#### Required action
Drop every picture, then print the rest of the listing exactly as given.
-------- Recorded information
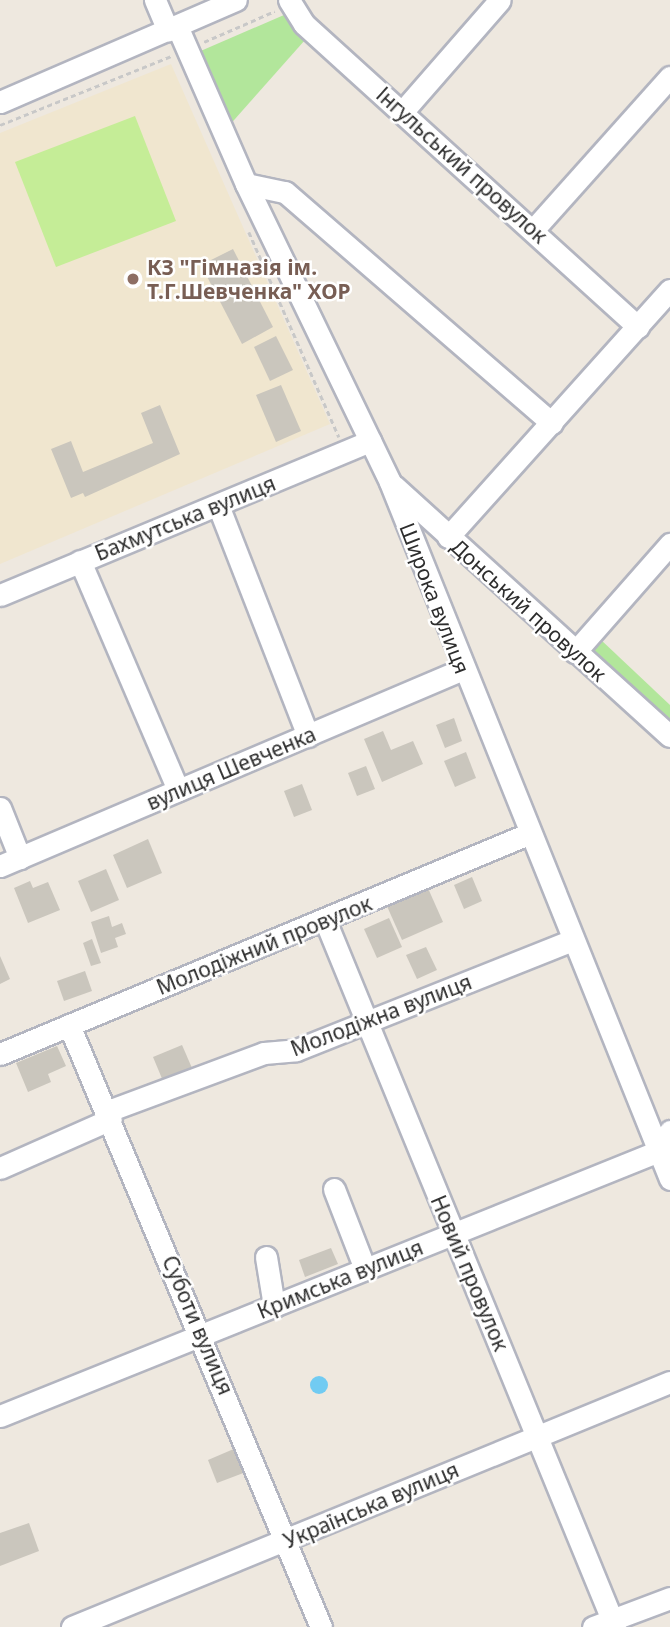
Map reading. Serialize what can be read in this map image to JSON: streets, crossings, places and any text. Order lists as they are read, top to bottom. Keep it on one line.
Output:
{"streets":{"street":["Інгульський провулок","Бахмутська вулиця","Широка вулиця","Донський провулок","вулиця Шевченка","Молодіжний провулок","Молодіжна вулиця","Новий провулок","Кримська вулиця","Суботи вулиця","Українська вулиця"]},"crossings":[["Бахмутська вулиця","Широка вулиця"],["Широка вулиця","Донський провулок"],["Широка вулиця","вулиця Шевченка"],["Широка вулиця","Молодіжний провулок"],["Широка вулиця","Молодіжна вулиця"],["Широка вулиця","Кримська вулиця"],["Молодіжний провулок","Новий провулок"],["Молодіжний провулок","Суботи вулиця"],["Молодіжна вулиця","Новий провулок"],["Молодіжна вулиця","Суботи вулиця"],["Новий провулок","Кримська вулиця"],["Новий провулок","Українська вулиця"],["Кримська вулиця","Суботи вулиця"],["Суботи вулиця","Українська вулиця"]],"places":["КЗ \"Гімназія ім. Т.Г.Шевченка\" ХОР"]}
----------------
#### Result below
Map reading. Serialize what can be read in this map image to JSON: streets, crossings, places and any text. Order lists as they are read, top to bottom. Keep it on one line.
Output:
{"streets":{"street":["Інгульський провулок","Бахмутська вулиця","Широка вулиця","Донський провулок","вулиця Шевченка","Молодіжний провулок","Молодіжна вулиця","Новий провулок","Кримська вулиця","Суботи вулиця","Українська вулиця"]},"crossings":[["Бахмутська вулиця","Широка вулиця"],["Широка вулиця","Донський провулок"],["Широка вулиця","вулиця Шевченка"],["Широка вулиця","Молодіжний провулок"],["Широка вулиця","Молодіжна вулиця"],["Широка вулиця","Кримська вулиця"],["Молодіжний провулок","Новий провулок"],["Молодіжний провулок","Суботи вулиця"],["Молодіжна вулиця","Новий провулок"],["Молодіжна вулиця","Суботи вулиця"],["Новий провулок","Кримська вулиця"],["Новий провулок","Українська вулиця"],["Кримська вулиця","Суботи вулиця"],["Суботи вулиця","Українська вулиця"]],"places":["КЗ \"Гімназія ім. Т.Г.Шевченка\" ХОР"]}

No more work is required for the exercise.